▶ [TASK GOAL]: Look through the lines below for the word "blur", and copy every line that has it.

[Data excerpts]
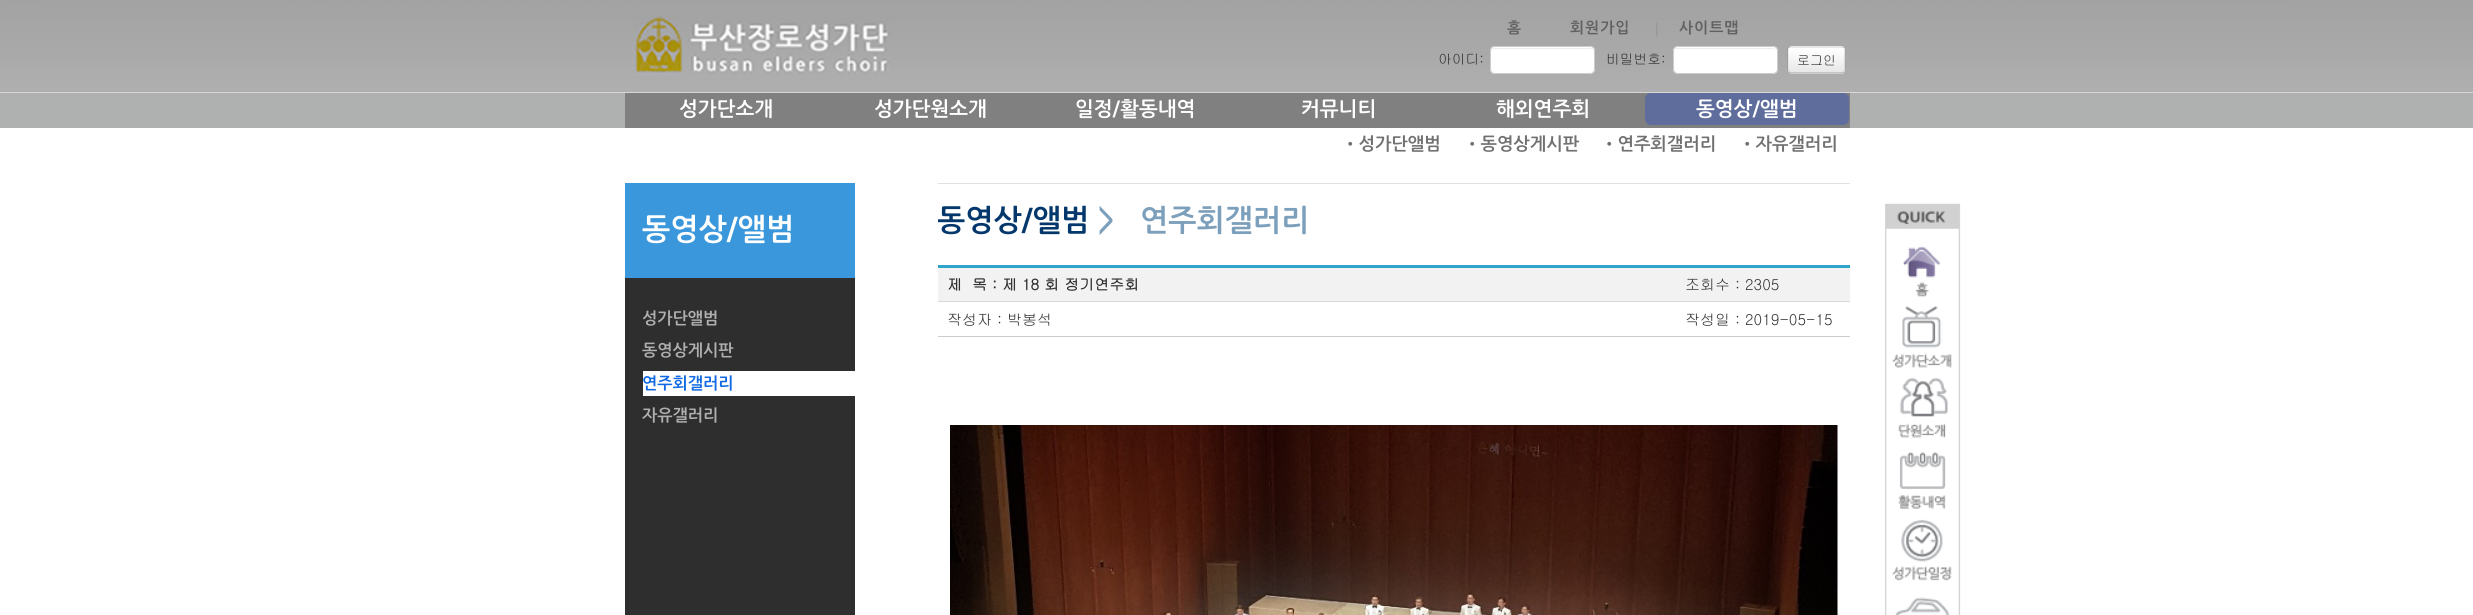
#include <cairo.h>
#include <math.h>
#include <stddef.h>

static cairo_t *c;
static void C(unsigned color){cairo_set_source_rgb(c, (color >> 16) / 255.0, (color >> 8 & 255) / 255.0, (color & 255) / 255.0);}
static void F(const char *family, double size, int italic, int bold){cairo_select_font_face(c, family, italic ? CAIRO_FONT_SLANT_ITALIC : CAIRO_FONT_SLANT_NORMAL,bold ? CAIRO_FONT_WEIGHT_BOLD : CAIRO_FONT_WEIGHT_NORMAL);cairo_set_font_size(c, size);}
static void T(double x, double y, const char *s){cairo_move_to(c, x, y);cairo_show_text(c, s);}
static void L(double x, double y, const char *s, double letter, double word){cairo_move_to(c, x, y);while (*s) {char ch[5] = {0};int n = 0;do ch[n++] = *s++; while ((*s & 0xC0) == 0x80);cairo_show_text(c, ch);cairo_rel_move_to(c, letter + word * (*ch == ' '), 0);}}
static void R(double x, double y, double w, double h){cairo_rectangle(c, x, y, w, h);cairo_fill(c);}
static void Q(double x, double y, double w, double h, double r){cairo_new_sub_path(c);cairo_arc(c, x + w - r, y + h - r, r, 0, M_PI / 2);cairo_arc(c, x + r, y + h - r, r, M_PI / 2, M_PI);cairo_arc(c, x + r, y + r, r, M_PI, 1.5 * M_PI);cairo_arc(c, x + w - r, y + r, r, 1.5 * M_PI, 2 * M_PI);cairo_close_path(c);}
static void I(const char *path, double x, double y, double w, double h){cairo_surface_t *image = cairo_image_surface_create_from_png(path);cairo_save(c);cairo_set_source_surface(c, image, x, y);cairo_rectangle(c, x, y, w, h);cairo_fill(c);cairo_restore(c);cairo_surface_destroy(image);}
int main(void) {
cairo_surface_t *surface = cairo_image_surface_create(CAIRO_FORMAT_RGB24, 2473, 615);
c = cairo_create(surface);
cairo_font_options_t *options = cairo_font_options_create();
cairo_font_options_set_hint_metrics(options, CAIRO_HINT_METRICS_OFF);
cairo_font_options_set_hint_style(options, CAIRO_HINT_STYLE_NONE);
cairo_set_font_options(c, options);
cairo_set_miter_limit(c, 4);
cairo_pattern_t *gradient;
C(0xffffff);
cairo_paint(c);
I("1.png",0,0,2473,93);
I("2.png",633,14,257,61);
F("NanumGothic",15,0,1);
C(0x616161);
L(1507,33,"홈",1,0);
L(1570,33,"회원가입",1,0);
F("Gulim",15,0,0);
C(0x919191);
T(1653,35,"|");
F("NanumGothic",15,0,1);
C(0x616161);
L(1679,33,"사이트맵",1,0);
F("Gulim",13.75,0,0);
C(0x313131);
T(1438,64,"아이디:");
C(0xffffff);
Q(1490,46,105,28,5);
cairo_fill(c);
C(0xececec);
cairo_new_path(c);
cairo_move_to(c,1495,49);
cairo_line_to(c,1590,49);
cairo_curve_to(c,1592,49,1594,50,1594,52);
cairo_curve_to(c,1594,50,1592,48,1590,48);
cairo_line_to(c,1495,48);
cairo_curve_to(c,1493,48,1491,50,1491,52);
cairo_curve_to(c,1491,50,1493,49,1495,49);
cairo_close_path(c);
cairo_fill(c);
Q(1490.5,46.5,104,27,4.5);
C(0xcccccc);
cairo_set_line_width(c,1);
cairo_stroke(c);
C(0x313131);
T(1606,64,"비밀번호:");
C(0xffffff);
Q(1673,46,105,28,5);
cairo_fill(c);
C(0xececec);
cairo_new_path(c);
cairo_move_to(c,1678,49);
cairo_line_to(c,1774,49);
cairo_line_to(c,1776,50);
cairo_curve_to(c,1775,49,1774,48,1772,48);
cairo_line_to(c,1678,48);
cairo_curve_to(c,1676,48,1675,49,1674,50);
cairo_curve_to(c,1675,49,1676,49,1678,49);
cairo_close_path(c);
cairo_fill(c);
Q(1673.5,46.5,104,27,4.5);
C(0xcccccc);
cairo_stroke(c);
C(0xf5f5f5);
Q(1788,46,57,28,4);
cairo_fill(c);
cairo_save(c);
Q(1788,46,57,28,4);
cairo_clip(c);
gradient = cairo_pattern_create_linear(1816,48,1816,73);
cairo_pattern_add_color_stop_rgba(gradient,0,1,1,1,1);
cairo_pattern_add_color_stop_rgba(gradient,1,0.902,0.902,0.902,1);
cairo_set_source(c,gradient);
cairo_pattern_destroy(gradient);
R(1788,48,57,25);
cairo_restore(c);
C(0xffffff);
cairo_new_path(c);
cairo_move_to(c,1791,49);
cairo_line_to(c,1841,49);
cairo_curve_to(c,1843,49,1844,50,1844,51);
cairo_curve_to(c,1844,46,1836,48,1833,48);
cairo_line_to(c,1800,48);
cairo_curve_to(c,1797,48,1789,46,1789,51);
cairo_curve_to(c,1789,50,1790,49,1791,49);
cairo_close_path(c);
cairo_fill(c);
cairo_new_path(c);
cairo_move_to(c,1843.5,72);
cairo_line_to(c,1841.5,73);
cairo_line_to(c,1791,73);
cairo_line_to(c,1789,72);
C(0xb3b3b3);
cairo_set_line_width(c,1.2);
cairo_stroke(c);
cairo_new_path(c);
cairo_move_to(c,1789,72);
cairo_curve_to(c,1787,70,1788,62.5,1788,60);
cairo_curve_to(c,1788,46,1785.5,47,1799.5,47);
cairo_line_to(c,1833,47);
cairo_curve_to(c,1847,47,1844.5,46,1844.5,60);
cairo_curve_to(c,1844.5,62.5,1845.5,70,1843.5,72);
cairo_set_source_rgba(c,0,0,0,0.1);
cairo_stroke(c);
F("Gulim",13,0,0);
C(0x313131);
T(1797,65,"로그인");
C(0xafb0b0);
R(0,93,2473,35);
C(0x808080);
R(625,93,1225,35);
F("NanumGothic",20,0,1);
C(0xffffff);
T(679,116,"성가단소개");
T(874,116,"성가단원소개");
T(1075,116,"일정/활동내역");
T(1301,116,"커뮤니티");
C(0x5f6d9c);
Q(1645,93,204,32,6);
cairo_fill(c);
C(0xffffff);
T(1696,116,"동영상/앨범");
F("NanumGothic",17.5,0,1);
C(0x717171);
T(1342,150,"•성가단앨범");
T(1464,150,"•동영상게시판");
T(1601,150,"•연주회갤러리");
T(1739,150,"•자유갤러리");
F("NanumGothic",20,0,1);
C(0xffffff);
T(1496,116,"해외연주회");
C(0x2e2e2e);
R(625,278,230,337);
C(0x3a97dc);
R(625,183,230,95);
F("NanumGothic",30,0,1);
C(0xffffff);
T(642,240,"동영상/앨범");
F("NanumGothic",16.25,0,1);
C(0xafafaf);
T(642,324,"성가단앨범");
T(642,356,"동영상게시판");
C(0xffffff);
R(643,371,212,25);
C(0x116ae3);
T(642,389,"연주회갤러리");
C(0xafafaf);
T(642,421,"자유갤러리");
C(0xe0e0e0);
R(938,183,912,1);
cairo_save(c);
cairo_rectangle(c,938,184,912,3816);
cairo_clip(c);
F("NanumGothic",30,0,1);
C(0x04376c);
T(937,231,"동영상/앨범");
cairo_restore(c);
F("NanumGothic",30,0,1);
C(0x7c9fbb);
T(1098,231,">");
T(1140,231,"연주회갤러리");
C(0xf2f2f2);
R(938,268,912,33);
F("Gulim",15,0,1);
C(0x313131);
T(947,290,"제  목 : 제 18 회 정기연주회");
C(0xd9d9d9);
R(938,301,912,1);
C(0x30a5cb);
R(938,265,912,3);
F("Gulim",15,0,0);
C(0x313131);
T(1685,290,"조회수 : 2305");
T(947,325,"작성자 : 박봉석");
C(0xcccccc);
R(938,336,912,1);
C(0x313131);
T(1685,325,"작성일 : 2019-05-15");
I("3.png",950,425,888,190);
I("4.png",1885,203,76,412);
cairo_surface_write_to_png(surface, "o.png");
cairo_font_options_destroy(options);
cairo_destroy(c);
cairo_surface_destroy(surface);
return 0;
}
* * *
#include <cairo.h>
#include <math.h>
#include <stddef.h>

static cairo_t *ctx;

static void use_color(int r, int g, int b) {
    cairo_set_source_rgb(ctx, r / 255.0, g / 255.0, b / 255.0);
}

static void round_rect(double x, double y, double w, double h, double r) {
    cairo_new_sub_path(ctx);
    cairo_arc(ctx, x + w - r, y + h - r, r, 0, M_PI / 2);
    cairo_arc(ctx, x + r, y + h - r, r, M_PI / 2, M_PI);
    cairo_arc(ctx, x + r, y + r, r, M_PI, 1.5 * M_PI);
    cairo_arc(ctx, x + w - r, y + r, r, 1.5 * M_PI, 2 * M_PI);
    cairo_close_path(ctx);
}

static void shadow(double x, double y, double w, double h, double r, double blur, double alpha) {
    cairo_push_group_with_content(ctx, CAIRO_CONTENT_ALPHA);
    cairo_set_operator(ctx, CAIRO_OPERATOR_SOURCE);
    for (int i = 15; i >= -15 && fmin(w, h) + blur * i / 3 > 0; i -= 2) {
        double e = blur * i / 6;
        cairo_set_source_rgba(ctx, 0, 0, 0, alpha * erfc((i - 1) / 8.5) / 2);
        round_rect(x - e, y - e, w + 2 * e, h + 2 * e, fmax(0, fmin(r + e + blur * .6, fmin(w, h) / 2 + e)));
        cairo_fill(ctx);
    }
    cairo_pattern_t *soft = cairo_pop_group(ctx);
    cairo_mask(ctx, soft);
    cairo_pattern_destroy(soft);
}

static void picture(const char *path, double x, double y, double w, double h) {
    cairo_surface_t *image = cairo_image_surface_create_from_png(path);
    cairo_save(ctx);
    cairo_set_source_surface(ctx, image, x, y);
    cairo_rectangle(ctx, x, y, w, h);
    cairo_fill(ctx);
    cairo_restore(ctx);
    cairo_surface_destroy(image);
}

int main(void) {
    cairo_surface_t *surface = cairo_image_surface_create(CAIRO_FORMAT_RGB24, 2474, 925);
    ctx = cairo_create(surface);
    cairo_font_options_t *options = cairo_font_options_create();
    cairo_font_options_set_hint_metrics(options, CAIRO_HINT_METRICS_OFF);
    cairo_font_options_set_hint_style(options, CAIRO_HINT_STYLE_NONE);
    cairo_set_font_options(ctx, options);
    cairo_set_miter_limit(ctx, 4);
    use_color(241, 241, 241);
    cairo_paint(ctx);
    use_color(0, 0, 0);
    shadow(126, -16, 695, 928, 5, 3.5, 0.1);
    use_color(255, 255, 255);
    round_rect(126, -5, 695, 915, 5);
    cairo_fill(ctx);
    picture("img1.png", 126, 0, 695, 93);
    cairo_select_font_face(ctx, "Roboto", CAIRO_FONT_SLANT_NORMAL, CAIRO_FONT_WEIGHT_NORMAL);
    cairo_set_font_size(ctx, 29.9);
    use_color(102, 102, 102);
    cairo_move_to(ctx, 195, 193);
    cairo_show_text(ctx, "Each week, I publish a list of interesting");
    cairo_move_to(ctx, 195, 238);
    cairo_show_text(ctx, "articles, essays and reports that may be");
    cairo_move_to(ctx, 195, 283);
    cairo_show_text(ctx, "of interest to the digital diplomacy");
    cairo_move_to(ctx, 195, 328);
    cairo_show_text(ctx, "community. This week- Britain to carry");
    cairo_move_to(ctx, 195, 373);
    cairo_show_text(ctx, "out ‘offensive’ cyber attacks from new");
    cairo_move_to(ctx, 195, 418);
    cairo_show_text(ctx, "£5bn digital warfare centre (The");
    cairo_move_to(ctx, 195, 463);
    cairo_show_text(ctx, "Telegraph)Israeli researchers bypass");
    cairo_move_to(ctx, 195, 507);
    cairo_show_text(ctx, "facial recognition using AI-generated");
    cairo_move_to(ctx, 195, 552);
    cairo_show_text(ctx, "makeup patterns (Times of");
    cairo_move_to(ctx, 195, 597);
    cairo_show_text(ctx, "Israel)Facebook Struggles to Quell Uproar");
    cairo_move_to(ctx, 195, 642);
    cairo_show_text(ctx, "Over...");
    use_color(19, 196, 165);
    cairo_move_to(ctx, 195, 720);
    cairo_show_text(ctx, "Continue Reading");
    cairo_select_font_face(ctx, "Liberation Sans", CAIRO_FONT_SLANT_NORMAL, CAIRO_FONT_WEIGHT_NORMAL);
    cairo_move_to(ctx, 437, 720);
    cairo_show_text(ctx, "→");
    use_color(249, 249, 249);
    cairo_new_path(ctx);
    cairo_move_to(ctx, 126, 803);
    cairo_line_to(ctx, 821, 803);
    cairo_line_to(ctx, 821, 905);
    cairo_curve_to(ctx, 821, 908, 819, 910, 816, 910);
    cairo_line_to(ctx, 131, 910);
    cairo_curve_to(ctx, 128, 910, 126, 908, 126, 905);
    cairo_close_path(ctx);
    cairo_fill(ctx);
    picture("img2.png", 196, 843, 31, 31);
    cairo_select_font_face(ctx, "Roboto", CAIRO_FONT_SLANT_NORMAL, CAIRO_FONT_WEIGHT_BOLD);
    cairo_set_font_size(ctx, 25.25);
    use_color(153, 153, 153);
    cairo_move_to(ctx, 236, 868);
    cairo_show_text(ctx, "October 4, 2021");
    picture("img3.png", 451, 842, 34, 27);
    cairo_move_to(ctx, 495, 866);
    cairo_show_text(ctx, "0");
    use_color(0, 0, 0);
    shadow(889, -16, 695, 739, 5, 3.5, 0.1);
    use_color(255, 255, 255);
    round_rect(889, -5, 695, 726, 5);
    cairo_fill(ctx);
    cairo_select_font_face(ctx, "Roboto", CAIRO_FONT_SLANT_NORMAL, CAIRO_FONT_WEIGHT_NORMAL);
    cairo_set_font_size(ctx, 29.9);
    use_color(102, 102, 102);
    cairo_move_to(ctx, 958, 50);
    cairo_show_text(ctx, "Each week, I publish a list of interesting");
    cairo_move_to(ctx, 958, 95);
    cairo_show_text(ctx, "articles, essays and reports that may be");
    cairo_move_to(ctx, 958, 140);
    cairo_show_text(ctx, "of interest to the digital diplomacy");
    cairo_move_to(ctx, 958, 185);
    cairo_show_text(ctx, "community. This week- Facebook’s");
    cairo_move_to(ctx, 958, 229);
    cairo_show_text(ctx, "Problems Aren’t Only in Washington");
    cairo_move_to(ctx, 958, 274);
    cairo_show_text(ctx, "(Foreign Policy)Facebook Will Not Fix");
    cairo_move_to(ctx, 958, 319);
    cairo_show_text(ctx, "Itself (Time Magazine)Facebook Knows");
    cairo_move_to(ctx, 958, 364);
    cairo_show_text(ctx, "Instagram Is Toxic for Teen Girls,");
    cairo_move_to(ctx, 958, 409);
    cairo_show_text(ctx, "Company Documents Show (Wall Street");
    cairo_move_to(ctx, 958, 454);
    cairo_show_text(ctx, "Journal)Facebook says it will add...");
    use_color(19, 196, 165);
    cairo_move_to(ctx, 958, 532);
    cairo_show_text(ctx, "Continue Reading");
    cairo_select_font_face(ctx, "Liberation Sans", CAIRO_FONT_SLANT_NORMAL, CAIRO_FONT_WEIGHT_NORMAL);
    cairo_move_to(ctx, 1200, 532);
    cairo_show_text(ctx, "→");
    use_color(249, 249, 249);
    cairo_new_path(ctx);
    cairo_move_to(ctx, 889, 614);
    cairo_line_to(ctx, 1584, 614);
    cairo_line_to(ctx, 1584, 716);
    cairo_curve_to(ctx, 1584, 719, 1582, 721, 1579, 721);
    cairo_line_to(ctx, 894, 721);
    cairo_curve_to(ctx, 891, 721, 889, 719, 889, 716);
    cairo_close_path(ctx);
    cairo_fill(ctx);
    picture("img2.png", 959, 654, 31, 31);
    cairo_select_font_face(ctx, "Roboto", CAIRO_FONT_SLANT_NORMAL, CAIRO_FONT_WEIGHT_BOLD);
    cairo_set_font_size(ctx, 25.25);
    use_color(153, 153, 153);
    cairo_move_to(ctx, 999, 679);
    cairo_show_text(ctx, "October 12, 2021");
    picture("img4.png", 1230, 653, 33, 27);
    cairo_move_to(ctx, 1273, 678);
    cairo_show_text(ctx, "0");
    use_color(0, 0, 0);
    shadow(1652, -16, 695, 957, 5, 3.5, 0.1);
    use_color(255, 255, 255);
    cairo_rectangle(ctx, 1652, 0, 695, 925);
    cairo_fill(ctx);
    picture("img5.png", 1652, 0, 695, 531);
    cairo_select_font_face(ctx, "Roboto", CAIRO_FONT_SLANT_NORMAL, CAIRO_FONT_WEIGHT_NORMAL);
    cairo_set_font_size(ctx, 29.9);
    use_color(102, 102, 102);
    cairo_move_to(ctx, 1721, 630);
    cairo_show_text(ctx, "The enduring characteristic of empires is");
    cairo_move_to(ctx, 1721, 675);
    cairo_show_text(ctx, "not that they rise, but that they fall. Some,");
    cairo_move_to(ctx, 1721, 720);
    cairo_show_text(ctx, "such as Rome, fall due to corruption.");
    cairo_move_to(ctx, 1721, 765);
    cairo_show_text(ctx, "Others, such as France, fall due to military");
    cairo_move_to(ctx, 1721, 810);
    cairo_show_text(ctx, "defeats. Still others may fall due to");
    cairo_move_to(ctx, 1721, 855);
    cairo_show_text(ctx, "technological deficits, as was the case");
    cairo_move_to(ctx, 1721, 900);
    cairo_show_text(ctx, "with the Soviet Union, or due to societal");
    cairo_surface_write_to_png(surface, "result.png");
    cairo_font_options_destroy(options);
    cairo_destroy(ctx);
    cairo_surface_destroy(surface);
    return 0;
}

▶ [RESULT FOR THIS TASK]:
static void shadow(double x, double y, double w, double h, double r, double blur, double alpha) {
    for (int i = 15; i >= -15 && fmin(w, h) + blur * i / 3 > 0; i -= 2) {
        double e = blur * i / 6;
        round_rect(x - e, y - e, w + 2 * e, h + 2 * e, fmax(0, fmin(r + e + blur * .6, fmin(w, h) / 2 + e)));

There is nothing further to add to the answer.